Frequently asked questions
Plain-language answers about when to use the estimate, what your numbers mean, what is left out, and how privacy works.
When should I use the Liquidity Ratios Calculator?
Use it when you want to test the exact inputs on this page: Check whether short-term assets cover short-term liabilities. Compare current ratio, quick ratio, and cash ratio in one place. The result is a check against your assumptions, not proof that a lender, tax app, broker, platform, or provider will use the same number.
What do the main Liquidity Ratios Calculator inputs mean?
Current assets means assets expected to turn into cash or be used within about a year. Current liabilities means bills and obligations expected to be paid within about a year. Inventory and prepaid expenses means items removed from quick ratio because they may not quickly become cash. Cash, marketable securities, and receivables means more liquid items used to understand immediate payment strength.
What is a good current ratio?
There is no one perfect current ratio for every business.

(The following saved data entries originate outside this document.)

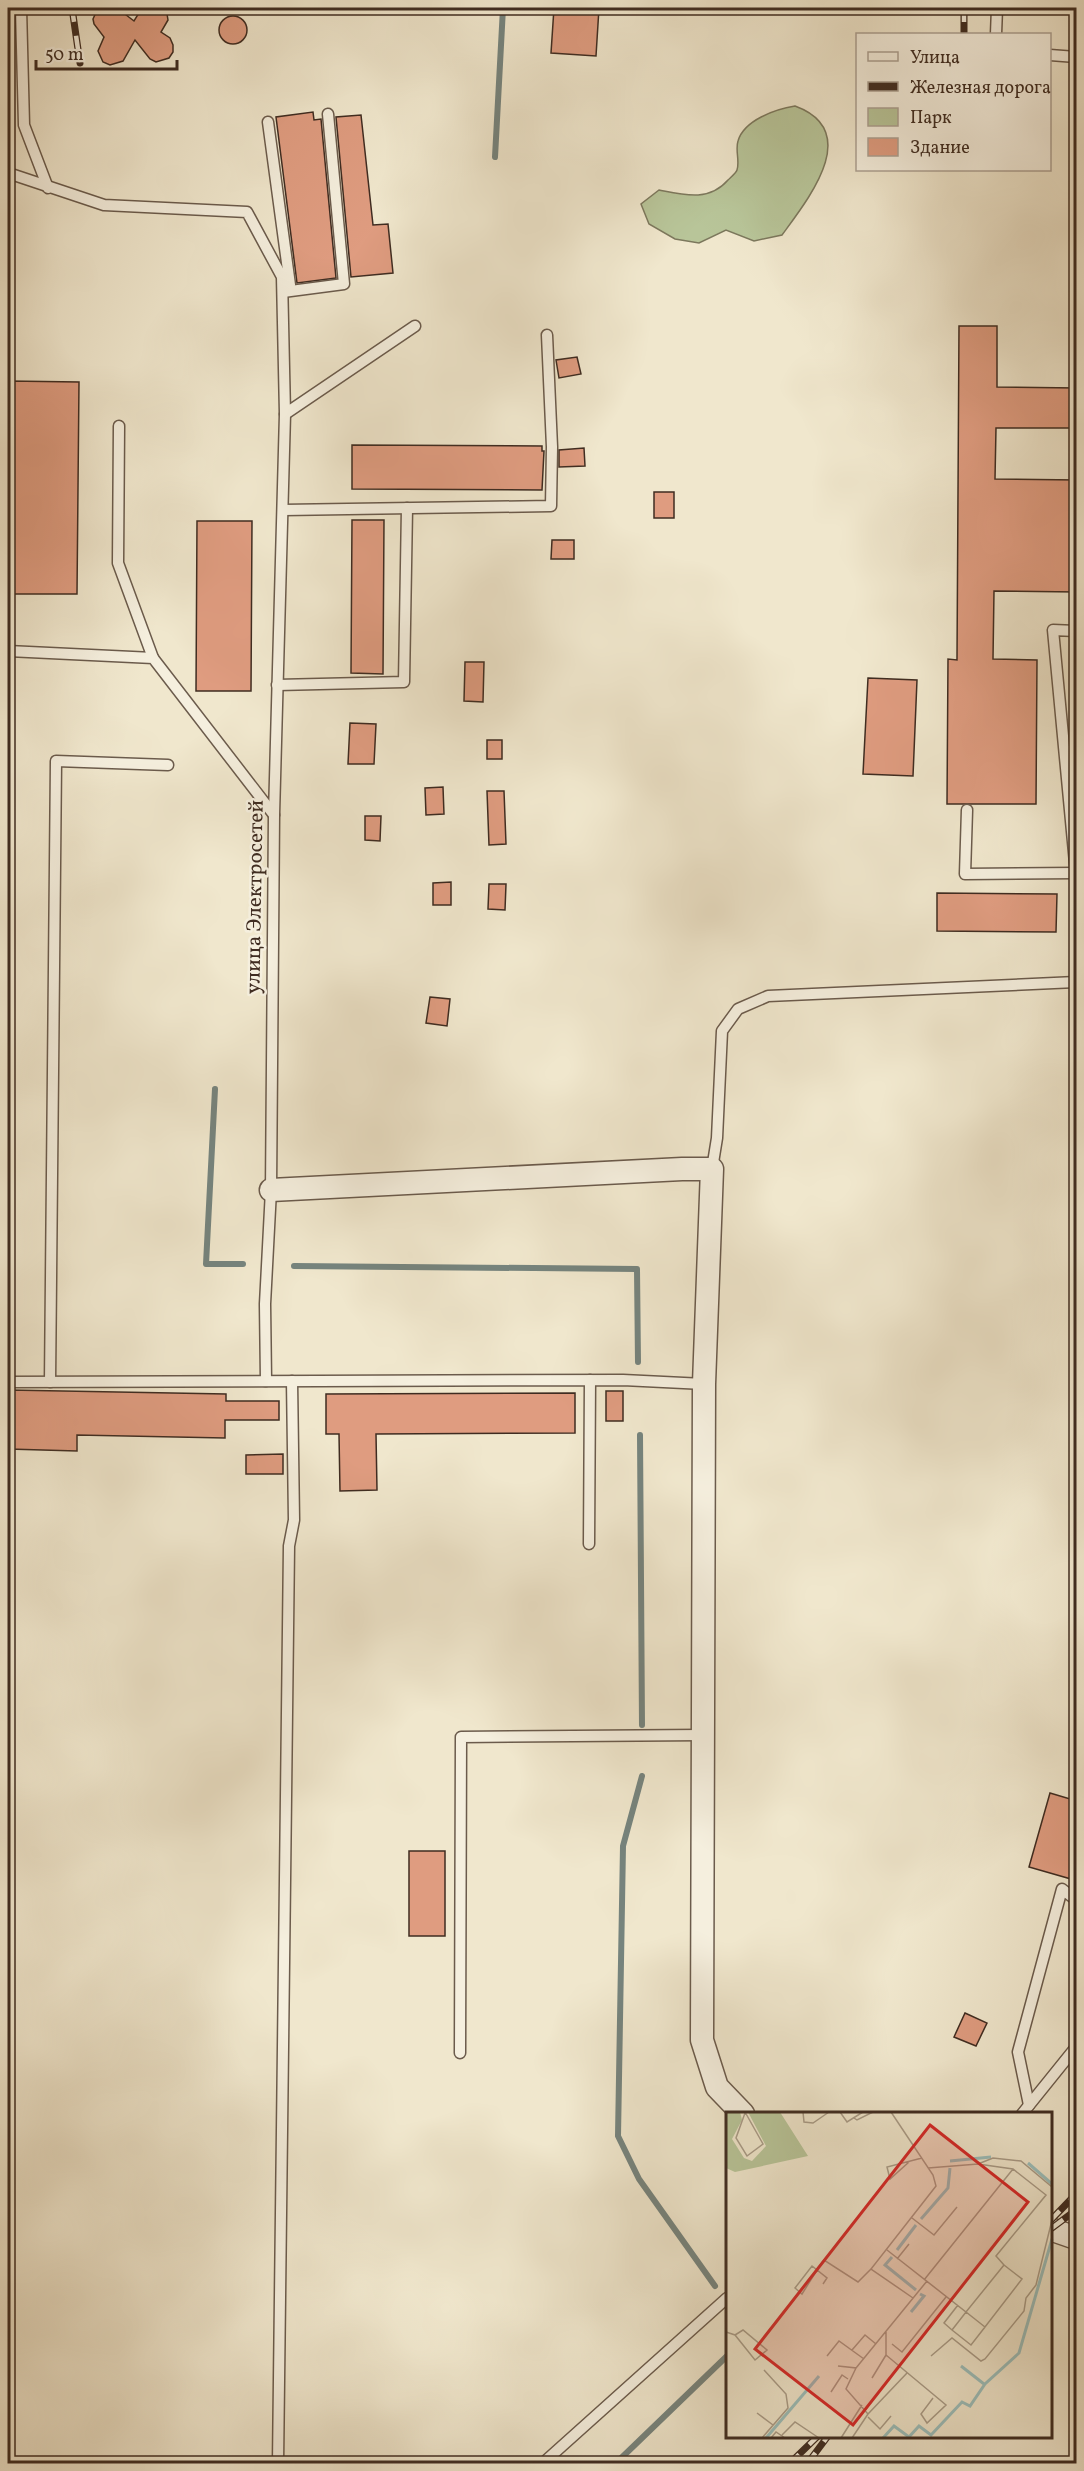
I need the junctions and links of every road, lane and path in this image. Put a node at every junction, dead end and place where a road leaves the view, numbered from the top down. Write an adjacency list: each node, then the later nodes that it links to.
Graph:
1 (21, 8): 9 (lane)
2 (997, 8): 3 (lane)
3 (996, 33)
4 (1051, 56): 5 (lane)
5 (1077, 57)
6 (328, 114): 10 (lane)
7 (268, 122): 10 (lane)
8 (8, 173): 9 (lane)
9 (48, 188): 10 (lane)
10 (287, 291): 13 (lane, улица Электросетей)
11 (415, 326): 13 (lane)
12 (547, 334): 15 (lane)
13 (285, 414): 16 (lane, улица Электросетей)
14 (119, 426): 19 (lane)
15 (407, 508): 16 (lane); 20 (lane)
16 (283, 510): 20 (lane, улица Электросетей)
17 (1077, 631): 24 (lane)
18 (8, 651): 19 (lane)
19 (153, 658): 23 (lane)
20 (278, 685): 23 (lane, улица Электросетей)
21 (168, 765): 32 (lane)
22 (967, 810): 24 (lane)
23 (274, 815): 27 (lane, улица Электросетей)
24 (1076, 873)
25 (1077, 982): 26 (lane)
26 (712, 1169): 27 (street); 33 (street)
27 (271, 1190): 29 (lane, улица Электросетей)
28 (590, 1380): 30 (lane); 33 (lane); 34 (lane)
29 (266, 1381): 30 (lane); 32 (lane)
30 (292, 1381): 44 (lane)
31 (8, 1382): 32 (lane)
32 (50, 1382)
33 (704, 1384): 35 (street)
34 (589, 1544)
35 (703, 1735): 38 (lane); 40 (street)
36 (1077, 1900): 39 (lane)
37 (1077, 2047): 39 (lane)
38 (460, 2053)
39 (1026, 2110)
40 (741, 2112)
41 (1051, 2229): 42 (street)
42 (1077, 2238)
43 (726, 2299): 45 (lane)
44 (278, 2463)
45 (542, 2463)

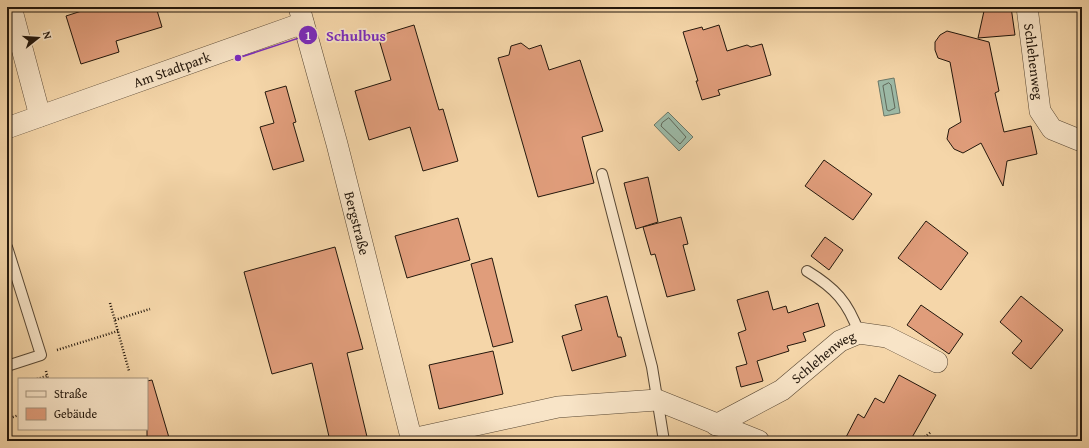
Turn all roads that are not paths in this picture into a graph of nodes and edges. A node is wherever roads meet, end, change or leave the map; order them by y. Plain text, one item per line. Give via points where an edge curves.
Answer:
1 (11, 7) edge
2 (1028, 7) edge
3 (301, 15) edge
4 (40, 116) junction
5 (7, 128) edge
6 (1082, 140) edge
7 (602, 174) dead end
8 (7, 247) edge
9 (807, 271) dead end
10 (859, 333) junction
11 (937, 362) dead end
12 (7, 366) edge
13 (657, 400) junction
14 (716, 425) junction
15 (412, 440) edge
16 (664, 441) edge
17 (759, 441) edge

1 - 4 street
2 - 6 street, Schlehenweg via 1040,111 1052,129
3 - 4 street, Am Stadtpark
3 - 15 street, Bergstraße via 337,144
4 - 5 street, Am Stadtpark
7 - 13 lane via 652,367
8 - 12 lane via 41,355
9 - 10 lane via 826,283 842,298
10 - 11 street, Schlehenweg via 887,337
10 - 14 street, Schlehenweg via 840,341 782,390
13 - 14 street
13 - 15 street via 558,407
13 - 16 lane
14 - 17 street

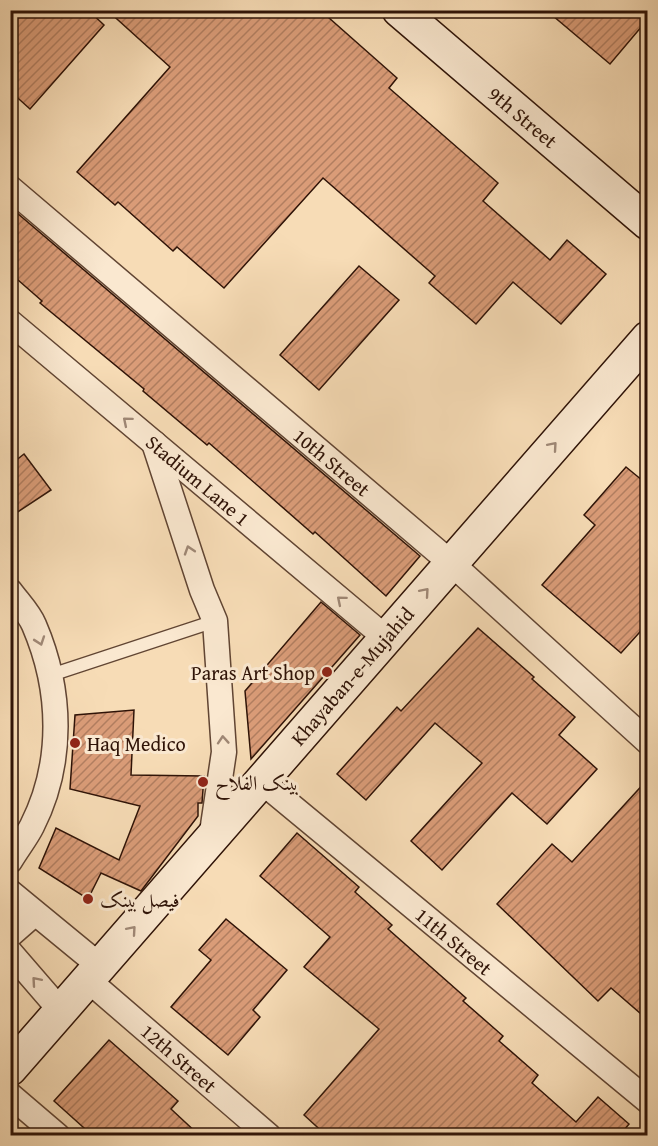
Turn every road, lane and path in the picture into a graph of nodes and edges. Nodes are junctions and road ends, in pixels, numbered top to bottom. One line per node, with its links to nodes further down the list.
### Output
1 (399, 10): 3 (main road, 9th Street)
2 (10, 188): 7 (street, 10th Street)
3 (648, 223)
4 (10, 322): 6 (street, Stadium Lane 1, one-way to 4)
5 (648, 338): 7 (main road, Khayaban-e-Mujahid, one-way to 5)
6 (154, 443): 9 (street, one-way to 6); 10 (street, Stadium Lane 1, one-way to 6)
7 (451, 563): 10 (main road, Khayaban-e-Mujahid, one-way to 7); 12 (street, 10th Street)
8 (10, 591): 11 (street, one-way to 11)
9 (215, 621): 11 (lane); 14 (street, one-way to 9)
10 (386, 638): 13 (main road, Khayaban-e-Mujahid)
11 (51, 675): 15 (street)
12 (648, 742)
13 (261, 781): 14 (main road, Khayaban-e-Mujahid); 24 (street, 11th Street)
14 (211, 839): 20 (main road, Khayaban-e-Mujahid, one-way to 14)
15 (11, 859)
16 (10, 892): 17 (street, 12th Street)
17 (34, 914): 18 (street); 20 (street, 12th Street)
18 (10, 935)
19 (10, 952): 21 (street, one-way to 19)
20 (94, 973): 21 (main road, Khayaban-e-Mujahid); 26 (street, 12th Street)
21 (61, 1011): 22 (main road, Khayaban-e-Mujahid)
22 (10, 1069)
23 (10, 1095): 25 (street)
24 (648, 1101)
25 (58, 1136)
26 (269, 1136)

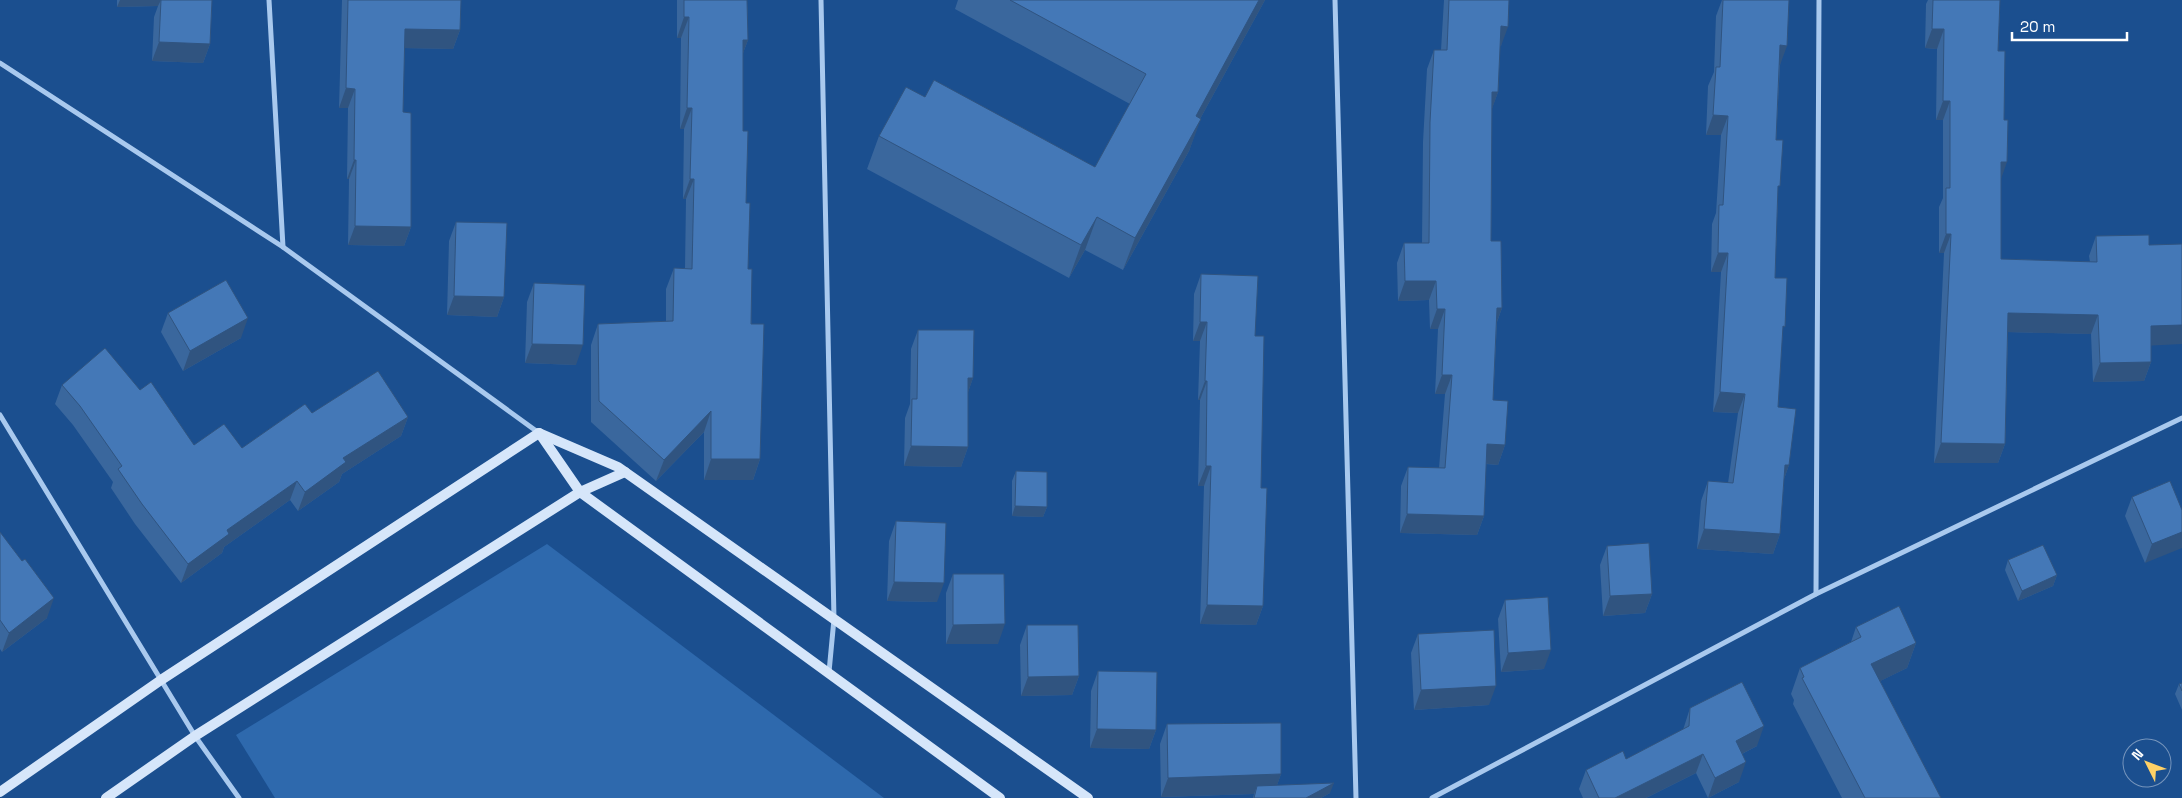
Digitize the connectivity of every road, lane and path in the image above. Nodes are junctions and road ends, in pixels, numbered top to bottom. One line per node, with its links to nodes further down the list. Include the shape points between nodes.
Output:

A 1.50 current ratio means current assets are 1.5 times current liabilities, but industry, season, credit terms, inventory quality, and cash timing all matter.
Why can current ratio look better than quick ratio?
Current ratio includes inventory and prepaid expenses. Quick ratio removes them because they may not turn into cash quickly. An inventory-heavy shop can look fine on current ratio while its quick ratio warns that cash is tighter.
Does cash ratio prove the business can pay every bill?
No. Cash ratio only compares cash plus marketable securities with current liabilities at one point in time. It does not show future sales, late receivables, surprise costs, loan rules, or bills that were left out of the balance sheet inputs.
What is the Liquidity Ratios Calculator doing with my numbers?
In plain language: Current ratio = current assets / current liabilities. Working capital = current assets - current liabilities. Quick ratio = (current assets - inventory - prepaid expenses) / current liabilities. Cash ratio = (cash and equivalents + marketable securities) / current liabilities. Check that current assets and current liabilities come from the same balance sheet date. Then compare current ratio, quick ratio, cash ratio, and working capital together instead of trusting one number.
How should I read the Liquidity Ratios Calculator answer?
Current ratio uses all current assets. Quick ratio is stricter because it removes inventory and prepaid expenses. Cash ratio is stricter again because it only uses cash and marketable securities.
What does this estimate leave out?
This is balance sheet math, not a financial statement audit. It does not judge credit approval, prove solvency, test lender covenants, predict cash timing, value inventory, guarantee receivable collection, handle seasonality, set industry benchmarks, or replace accounting advice. Use financial statements, cash-flow reports, lender covenant documents, industry benchmarks, and a qualified accountant before using liquidity ratios for lending, investing, hiring, or survival decisions.
What should I double-check before copying the result?
Double-check inventory, prepaid expenses, cash, marketable securities, and receivables before relying on the result. A wrong balance sheet line can make the ratios look safer or weaker than they are.
What does the quick ratio remove?
Quick ratio removes inventory and prepaid expenses from current assets. The idea is simple: those items may be useful, but they might not turn into cash fast enough to pay near-term bills.
Is a higher liquidity ratio always better?
Not always. A very low ratio can warn about payment pressure, but a very high ratio can also mean cash or assets are sitting unused. Compare ratios with the business type, season, and trend over time.
Does the site save my finance inputs?
No. The calculator runs in your browser tab. Recent answers stay only on the page while you use it, and they are not sent to a server.